ご挨拶

株主の皆様へ

株主の皆様へ

「Power of Equity®(株式議決権の力)」を実現する唯一無二のコンサルタント集団として、我が国のIR・SR、M&A、リーガル、証券代行のビジネスフィールドにて、プレゼンスを高めてまいります。

コロナ禍は、今まで何の問題も感じていなかった人々の接触や、クロスボーダーな生活、仕事のあり方に大きな問いを投げかけており、世界そして我が国の経済活動は、想像を超えた新たな変革の時代へと突入したと考えております。当社グループのお客様である上場企業の皆様にとって、この変革への対応についての考え方、実行力、スピードそしてリカバリーに要する期間が、マネジメントの能力として今まさに問われる局面に入りました。こうしたマネジメントの質がフォーカスされる中、我が国上場企業をターゲットとするアクティビストの活動は過去最高に達しており、世界の主要なアクティビストが続々と日本市場に参入しております。加えて、ストラテジックバイヤー(事業会社)や大株主による支配権争奪も日常的なイベントとなりつつあり、我が国の資本市場においても、欧米のように経営支配権争奪、すなわちTOBならびに委任状争奪戦による議決権の確保が極めて重要な経営戦略と位置づけられるようになりました。

こうした中、当社が過去20年以上にわたりコア業務として拡充してきた「Power of Equity®(株式議決権の力)」を実現する唯一無二のコンサルティング集団~SRコンサルティング、AI・SRリサーチ、投資銀行(PA:プロキシー・アドバイザー、FA:フィナンシャル・アドバイザー)、証券代行~が、徹底した「お客様に寄り添う」「少数株主の保護を絶対視する株主共同の利益の向上」、近時においては「独立系ゆえのConflict of Interest(利益相反)の回避」の柱のもと、顕在化する資本リスクに迅速かつ適切に応えることで、着実かつ加速度的に成長を遂げています。とりわけ、大型プロジェクトを多数受託することで積み上げてきた支配権争奪に関するM&Aのノウハウが、拡充強化された投資銀行部隊に最適に結合され、新しい投資銀行(FA)としての評価が高まっています。

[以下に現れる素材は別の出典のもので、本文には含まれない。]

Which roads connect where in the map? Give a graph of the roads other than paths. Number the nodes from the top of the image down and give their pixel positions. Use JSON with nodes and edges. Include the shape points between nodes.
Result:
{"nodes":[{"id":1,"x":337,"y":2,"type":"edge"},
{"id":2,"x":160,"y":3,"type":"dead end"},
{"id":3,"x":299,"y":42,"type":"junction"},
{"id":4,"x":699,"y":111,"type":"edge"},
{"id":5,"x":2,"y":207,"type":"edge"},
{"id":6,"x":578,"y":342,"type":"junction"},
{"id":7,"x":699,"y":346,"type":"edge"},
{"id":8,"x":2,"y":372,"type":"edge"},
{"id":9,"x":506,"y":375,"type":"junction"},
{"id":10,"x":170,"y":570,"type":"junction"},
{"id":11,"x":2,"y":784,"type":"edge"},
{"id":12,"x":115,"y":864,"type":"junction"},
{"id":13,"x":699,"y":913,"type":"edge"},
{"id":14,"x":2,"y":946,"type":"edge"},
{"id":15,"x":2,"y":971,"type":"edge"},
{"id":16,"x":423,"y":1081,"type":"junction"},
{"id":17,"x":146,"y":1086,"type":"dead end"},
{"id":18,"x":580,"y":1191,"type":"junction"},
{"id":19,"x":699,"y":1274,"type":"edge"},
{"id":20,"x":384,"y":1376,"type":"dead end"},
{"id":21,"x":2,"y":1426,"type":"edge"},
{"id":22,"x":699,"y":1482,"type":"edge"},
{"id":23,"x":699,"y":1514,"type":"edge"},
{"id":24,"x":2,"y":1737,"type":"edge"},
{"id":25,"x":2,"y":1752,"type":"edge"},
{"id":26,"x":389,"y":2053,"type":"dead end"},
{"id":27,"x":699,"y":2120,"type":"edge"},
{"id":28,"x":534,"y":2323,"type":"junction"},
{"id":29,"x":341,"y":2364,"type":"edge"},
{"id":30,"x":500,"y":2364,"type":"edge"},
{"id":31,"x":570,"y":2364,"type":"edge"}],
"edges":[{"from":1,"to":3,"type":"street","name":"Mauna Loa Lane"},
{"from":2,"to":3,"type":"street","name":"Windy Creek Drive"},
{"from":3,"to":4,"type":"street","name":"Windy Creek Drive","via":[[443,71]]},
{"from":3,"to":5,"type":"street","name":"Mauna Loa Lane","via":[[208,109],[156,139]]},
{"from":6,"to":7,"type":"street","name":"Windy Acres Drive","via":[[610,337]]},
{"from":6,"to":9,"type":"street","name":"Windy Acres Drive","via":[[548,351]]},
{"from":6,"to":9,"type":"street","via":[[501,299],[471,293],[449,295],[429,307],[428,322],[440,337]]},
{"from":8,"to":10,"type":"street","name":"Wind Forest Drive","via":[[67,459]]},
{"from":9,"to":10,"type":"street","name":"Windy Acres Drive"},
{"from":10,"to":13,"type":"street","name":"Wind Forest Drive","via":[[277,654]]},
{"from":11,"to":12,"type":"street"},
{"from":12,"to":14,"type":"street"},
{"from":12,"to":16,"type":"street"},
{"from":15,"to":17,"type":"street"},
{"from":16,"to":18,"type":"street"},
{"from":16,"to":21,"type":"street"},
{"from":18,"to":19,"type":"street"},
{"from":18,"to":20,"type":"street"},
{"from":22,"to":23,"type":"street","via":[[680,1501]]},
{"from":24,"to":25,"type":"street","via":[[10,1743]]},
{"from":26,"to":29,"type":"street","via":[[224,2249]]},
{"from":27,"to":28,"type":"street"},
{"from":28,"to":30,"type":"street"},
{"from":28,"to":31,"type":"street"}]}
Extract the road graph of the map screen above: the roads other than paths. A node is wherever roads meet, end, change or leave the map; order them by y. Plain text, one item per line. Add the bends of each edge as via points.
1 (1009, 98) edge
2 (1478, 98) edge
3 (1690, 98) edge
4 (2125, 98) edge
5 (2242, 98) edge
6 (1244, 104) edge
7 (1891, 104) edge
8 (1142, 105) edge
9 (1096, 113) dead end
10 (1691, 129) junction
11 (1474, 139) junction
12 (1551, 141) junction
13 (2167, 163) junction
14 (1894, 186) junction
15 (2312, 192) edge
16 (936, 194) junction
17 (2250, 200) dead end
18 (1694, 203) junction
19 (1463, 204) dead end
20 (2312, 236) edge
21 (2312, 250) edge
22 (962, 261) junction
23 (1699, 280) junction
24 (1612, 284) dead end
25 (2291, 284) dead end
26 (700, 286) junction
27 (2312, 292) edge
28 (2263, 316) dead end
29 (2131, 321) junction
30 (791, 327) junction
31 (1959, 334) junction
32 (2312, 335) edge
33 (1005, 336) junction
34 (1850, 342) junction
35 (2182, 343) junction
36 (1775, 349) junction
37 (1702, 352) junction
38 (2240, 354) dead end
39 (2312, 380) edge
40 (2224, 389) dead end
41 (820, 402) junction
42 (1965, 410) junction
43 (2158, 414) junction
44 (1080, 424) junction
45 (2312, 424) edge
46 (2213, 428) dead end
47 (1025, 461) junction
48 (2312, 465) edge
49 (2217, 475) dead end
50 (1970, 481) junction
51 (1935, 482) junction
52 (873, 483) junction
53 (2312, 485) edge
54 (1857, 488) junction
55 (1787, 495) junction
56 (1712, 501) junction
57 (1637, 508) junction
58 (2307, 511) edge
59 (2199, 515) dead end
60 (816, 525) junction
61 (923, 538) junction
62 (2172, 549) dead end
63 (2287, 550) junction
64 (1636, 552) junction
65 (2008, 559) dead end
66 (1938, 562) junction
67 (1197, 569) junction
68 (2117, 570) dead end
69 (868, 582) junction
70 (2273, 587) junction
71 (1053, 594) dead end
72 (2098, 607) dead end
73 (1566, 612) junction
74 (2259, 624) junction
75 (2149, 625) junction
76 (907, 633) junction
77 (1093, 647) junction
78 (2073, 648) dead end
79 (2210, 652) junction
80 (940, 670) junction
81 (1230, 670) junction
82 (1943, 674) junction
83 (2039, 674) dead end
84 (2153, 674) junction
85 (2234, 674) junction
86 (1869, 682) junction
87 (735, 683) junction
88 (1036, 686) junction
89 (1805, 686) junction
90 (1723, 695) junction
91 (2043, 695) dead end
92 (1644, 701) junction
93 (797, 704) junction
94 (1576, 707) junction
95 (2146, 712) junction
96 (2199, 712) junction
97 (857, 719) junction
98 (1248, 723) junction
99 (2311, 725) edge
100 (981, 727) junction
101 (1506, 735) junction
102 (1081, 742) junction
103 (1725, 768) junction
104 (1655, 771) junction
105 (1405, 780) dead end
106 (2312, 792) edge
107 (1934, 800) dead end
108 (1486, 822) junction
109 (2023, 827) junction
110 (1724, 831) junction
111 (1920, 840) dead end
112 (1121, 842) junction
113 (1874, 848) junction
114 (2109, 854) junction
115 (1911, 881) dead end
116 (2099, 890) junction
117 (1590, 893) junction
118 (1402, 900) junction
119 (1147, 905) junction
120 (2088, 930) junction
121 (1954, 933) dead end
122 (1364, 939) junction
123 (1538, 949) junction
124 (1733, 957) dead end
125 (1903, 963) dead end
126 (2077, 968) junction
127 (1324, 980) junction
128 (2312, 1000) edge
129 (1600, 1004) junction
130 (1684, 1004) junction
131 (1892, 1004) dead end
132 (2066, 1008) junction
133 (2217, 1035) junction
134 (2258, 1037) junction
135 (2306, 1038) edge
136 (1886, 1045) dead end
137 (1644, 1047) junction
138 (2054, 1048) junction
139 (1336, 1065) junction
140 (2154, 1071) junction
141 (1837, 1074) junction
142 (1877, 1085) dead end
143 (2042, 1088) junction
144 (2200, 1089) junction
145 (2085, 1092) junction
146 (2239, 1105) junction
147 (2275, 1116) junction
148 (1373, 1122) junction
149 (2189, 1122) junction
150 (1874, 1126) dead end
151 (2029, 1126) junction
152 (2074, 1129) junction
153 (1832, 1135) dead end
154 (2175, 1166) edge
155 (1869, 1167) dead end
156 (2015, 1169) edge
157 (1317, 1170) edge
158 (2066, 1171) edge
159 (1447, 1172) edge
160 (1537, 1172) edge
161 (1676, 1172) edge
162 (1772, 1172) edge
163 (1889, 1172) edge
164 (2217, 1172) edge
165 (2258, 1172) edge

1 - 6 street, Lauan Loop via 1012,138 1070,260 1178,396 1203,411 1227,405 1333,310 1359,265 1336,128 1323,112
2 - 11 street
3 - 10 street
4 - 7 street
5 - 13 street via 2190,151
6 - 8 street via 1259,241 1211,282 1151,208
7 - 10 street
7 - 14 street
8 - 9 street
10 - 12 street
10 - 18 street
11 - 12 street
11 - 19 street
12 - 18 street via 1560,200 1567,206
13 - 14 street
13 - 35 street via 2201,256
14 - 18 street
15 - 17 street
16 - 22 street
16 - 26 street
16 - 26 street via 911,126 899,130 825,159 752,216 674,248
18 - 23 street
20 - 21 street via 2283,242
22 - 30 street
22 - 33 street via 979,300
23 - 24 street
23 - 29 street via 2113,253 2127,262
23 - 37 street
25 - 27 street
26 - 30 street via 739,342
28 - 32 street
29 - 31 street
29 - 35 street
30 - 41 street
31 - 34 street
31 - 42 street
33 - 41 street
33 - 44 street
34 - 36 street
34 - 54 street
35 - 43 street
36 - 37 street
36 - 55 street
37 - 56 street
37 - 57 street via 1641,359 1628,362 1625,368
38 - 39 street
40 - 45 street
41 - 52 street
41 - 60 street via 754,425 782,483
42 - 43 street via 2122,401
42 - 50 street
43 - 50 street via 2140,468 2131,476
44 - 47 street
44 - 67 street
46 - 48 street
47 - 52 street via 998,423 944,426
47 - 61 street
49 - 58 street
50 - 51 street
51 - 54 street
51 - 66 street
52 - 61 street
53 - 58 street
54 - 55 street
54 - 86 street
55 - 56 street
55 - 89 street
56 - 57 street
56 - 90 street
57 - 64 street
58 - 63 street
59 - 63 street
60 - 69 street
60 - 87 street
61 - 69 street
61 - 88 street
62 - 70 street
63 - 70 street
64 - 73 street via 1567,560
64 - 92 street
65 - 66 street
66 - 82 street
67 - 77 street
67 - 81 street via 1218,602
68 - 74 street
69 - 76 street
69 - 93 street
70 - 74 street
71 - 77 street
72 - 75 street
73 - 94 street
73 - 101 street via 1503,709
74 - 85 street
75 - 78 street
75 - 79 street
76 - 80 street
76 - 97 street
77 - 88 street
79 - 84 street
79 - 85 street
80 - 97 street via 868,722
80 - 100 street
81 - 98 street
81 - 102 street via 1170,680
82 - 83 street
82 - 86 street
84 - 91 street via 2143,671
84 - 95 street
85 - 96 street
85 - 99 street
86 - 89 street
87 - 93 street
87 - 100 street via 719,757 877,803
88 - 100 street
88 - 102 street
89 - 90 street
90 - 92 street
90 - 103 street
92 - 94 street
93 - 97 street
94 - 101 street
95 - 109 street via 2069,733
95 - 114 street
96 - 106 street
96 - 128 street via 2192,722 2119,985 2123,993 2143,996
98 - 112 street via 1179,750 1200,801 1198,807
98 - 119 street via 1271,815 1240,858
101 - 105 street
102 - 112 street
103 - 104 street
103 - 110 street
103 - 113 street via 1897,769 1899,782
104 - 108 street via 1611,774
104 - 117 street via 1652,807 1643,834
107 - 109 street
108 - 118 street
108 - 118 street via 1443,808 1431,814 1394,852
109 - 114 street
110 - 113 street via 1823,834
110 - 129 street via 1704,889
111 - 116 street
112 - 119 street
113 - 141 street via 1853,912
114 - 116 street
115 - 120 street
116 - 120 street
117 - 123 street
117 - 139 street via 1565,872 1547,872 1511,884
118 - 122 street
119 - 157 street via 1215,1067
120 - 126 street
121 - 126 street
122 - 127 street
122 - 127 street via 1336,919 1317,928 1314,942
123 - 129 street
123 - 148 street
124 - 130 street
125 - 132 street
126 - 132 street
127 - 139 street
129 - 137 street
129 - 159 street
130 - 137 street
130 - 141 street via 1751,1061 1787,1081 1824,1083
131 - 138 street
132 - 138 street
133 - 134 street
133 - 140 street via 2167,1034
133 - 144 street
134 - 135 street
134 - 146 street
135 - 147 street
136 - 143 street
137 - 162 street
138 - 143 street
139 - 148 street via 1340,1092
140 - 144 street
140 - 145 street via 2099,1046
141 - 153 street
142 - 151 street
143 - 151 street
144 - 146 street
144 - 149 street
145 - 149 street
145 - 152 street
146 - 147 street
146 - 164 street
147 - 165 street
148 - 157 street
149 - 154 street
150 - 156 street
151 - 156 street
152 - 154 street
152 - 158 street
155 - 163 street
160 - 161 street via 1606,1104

また、経済産業省は本年6月に「事業再編実務指針」を発表し、上場企業における事業ポートフォリオの見直しを、ボードメンバー(取締役会)が最低年1回実施することを要請する予定です。今後マネジメントにとって、事業ポートフォリオの各事業のベストオーナーは誰なのかを突きつけられることが増加します。こうした動きはアクティビストに加えて、ストラテジックバイヤー(事業会社)の動きをますます活発化させることも予想されます。また同省の「公正なM&Aの在り方に関する指針」が提言するように、M&AにおけるConflict of Interest(利益相反)の問題が、イベント・ドリブンの絶好の機会をアクティビストにもたらすことも懸念されます。

当社は唯一無二のエクイティ・コンサルタント、インベストメント・バンカーとして、IR・SRコンサルティングで築き上げてきたお客様に寄り添う絶対的な姿勢を、高度な専門知識が求められる投資銀行業務においても、より一層強固に貫きながら、お客様のニーズに一つひとつ丁寧に、実行力と結果にこだわり応えてまいります。さらに我が国の資本市場の改革者を標榜する当社は、早期に業務活動をリモートワークに切り替えました。自社社員としてAI技術者やITエンジニアが多数在籍する強みを最大限に活用し、従来の因習にとらわれない新しいワークスタイルへ不断の投資を積極的に行いながら、お客様により迅速かつ効率的なアクセスが可能となる独自の業務体制の確立に向けて、大きく舵を切ります。

株主の皆様には、引き続き当社が針路を定める我が国のIR・SR、M&A、リーガル、証券代行の大海原(ビジネスフィールド)にて、当社が大いなる改革を旗印に、新しい大陸(存在していたものの、気づいていないフィールド)を発見しプレゼンスを高めていくことができますよう、一層の応援をよろしくお願い申し上げます。